Segment Start: Dataset records
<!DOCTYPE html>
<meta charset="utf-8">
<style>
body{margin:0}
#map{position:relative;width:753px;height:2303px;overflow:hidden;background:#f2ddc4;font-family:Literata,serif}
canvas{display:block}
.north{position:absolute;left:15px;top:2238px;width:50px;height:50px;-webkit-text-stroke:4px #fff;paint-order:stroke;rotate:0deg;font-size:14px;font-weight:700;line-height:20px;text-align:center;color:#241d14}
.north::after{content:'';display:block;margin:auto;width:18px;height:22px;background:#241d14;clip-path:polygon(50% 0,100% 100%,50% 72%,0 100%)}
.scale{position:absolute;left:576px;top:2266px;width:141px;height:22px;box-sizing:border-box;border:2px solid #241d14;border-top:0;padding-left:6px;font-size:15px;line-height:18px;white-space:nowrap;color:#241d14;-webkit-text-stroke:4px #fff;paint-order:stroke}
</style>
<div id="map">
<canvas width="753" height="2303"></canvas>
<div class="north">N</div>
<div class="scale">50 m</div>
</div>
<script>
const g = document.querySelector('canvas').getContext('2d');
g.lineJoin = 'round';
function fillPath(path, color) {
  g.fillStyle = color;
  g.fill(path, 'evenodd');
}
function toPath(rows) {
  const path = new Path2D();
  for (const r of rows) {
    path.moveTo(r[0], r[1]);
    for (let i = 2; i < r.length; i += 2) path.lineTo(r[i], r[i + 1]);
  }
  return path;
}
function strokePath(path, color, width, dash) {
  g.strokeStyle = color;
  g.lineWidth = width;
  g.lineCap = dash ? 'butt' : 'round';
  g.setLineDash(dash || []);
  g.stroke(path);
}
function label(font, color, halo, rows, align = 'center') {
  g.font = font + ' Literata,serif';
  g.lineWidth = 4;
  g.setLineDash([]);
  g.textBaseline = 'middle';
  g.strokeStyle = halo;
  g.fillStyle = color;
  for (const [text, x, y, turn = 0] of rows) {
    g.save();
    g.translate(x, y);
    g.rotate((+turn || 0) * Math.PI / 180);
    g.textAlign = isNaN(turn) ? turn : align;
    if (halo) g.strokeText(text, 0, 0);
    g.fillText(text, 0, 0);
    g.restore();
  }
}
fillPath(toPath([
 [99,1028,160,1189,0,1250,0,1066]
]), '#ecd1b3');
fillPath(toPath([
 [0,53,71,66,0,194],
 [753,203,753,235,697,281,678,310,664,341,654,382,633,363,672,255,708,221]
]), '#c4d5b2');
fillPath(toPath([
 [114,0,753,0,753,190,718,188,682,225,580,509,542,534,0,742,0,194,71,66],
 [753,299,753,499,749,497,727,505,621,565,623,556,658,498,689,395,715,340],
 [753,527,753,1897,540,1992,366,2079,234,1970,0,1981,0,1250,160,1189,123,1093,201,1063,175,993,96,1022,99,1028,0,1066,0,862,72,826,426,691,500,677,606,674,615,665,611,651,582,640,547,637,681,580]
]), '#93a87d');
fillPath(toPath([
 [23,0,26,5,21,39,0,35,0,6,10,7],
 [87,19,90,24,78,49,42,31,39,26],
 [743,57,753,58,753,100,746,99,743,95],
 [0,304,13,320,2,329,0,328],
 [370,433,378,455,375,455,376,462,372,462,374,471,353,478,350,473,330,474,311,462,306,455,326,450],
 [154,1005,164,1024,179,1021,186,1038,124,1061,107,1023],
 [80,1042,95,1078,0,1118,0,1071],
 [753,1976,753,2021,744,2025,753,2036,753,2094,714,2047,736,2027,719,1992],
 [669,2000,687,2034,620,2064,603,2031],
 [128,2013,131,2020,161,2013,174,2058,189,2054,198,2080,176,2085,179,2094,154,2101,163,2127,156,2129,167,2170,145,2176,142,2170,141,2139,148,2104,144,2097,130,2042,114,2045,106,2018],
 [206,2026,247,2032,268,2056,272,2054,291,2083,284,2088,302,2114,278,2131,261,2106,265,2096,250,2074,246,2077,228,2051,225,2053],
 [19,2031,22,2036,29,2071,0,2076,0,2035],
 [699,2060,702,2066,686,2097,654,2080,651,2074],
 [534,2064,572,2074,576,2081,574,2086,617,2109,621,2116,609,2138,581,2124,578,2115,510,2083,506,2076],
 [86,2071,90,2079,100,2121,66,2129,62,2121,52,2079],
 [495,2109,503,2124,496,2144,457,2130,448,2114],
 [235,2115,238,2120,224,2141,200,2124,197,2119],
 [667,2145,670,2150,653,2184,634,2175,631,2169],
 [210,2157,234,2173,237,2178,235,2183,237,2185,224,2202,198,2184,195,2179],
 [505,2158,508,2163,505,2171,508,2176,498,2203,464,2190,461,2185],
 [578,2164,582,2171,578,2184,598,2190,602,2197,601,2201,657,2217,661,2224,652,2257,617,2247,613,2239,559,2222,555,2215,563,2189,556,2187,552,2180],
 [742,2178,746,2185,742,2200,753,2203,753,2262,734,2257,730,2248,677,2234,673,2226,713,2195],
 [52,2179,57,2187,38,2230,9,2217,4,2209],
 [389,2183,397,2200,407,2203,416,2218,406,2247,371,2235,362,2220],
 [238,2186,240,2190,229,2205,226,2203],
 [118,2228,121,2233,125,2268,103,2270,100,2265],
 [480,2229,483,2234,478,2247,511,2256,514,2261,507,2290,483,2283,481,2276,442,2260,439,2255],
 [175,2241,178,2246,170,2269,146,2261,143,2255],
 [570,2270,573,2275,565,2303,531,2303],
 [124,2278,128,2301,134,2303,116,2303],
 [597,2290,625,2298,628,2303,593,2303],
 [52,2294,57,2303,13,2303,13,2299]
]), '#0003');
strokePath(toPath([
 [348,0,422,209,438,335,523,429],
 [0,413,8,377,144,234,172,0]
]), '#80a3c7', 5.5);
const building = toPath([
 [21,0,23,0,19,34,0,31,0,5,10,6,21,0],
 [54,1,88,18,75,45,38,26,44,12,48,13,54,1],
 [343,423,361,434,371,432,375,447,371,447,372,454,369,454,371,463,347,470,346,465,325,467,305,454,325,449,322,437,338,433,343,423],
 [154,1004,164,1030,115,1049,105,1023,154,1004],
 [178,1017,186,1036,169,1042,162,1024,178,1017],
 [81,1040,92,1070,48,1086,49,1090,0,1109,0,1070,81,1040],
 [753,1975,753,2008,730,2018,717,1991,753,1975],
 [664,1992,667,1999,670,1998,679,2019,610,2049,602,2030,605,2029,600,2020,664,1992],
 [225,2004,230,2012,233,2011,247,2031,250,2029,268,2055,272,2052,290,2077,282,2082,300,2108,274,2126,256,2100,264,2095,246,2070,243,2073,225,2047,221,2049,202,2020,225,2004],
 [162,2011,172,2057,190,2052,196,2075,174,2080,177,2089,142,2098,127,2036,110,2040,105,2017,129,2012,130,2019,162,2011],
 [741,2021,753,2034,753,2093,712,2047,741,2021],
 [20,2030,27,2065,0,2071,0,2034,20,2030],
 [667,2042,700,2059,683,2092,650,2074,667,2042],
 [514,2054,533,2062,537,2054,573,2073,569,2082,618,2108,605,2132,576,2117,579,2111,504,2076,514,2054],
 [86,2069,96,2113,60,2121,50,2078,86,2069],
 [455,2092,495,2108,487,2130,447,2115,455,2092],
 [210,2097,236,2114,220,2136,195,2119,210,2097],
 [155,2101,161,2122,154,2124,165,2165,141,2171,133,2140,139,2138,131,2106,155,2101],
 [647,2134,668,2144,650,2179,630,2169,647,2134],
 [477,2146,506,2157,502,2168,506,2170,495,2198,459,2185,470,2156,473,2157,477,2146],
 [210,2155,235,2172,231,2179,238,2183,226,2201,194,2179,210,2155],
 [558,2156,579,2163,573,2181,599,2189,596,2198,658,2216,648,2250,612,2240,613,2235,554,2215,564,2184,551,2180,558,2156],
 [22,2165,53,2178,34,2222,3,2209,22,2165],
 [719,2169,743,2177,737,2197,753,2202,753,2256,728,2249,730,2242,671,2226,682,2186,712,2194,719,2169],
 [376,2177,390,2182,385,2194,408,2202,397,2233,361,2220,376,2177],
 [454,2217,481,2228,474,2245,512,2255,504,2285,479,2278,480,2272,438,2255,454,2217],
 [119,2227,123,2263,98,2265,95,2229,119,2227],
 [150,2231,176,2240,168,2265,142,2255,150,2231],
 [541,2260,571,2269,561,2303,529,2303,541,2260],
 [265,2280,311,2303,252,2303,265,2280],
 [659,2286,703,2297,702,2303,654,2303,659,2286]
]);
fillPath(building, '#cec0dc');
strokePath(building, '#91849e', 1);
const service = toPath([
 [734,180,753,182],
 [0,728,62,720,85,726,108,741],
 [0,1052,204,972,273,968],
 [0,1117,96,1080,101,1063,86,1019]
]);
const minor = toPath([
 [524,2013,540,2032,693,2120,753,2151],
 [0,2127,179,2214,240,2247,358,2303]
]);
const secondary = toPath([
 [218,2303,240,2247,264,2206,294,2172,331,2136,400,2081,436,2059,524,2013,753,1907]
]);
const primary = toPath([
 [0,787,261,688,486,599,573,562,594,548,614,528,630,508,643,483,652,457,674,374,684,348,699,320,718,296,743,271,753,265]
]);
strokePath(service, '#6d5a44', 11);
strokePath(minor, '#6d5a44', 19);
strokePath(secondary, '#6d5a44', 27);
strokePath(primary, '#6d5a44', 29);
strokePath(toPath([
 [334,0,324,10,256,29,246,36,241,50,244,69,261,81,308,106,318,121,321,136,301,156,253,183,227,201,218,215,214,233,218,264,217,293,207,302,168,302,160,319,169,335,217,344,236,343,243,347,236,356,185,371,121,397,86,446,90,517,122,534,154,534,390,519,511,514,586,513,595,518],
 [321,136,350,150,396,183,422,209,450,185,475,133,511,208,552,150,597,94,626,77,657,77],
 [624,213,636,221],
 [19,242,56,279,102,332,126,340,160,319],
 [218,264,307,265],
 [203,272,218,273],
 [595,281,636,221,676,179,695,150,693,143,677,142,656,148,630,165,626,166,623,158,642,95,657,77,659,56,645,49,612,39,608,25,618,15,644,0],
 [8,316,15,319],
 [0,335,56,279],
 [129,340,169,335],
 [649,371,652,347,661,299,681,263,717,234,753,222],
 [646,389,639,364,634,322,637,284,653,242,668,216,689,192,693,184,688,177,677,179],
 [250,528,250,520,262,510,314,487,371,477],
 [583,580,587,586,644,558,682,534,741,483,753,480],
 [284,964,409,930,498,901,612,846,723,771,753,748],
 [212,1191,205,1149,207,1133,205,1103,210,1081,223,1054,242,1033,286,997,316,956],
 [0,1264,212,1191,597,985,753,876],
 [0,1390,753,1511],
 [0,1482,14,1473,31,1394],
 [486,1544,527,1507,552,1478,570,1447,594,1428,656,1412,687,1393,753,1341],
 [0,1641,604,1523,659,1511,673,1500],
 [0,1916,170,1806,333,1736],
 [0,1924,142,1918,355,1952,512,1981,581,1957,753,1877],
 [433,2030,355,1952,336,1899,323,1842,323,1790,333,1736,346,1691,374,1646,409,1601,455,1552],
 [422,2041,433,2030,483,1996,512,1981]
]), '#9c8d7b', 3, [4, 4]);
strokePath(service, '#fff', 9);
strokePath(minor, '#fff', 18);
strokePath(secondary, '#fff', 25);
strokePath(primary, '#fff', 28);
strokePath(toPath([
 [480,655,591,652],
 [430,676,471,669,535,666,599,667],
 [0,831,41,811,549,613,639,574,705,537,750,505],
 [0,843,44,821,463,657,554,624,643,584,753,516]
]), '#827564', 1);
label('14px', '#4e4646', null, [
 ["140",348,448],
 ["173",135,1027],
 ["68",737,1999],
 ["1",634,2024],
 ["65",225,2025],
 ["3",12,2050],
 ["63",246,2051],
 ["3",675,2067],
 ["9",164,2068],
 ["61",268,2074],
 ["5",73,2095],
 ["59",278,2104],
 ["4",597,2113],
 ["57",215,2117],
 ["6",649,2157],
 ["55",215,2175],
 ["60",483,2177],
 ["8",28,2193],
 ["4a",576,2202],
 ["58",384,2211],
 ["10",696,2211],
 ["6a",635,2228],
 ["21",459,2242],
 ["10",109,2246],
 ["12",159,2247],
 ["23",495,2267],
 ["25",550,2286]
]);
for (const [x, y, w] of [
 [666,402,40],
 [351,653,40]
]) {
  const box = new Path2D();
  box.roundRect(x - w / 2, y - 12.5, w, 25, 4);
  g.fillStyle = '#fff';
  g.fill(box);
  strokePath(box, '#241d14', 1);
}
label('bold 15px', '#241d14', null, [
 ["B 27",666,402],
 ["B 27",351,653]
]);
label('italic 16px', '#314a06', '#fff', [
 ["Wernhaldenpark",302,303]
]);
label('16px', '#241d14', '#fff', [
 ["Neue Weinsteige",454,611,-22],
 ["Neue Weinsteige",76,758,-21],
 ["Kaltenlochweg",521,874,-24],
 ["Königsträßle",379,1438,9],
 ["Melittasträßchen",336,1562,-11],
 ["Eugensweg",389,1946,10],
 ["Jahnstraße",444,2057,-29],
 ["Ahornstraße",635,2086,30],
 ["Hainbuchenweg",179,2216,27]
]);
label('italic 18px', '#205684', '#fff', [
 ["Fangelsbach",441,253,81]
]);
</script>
Segment End: Dataset records
Using the records above, determine how many lines hold the word "align", and answer with that figure only.

3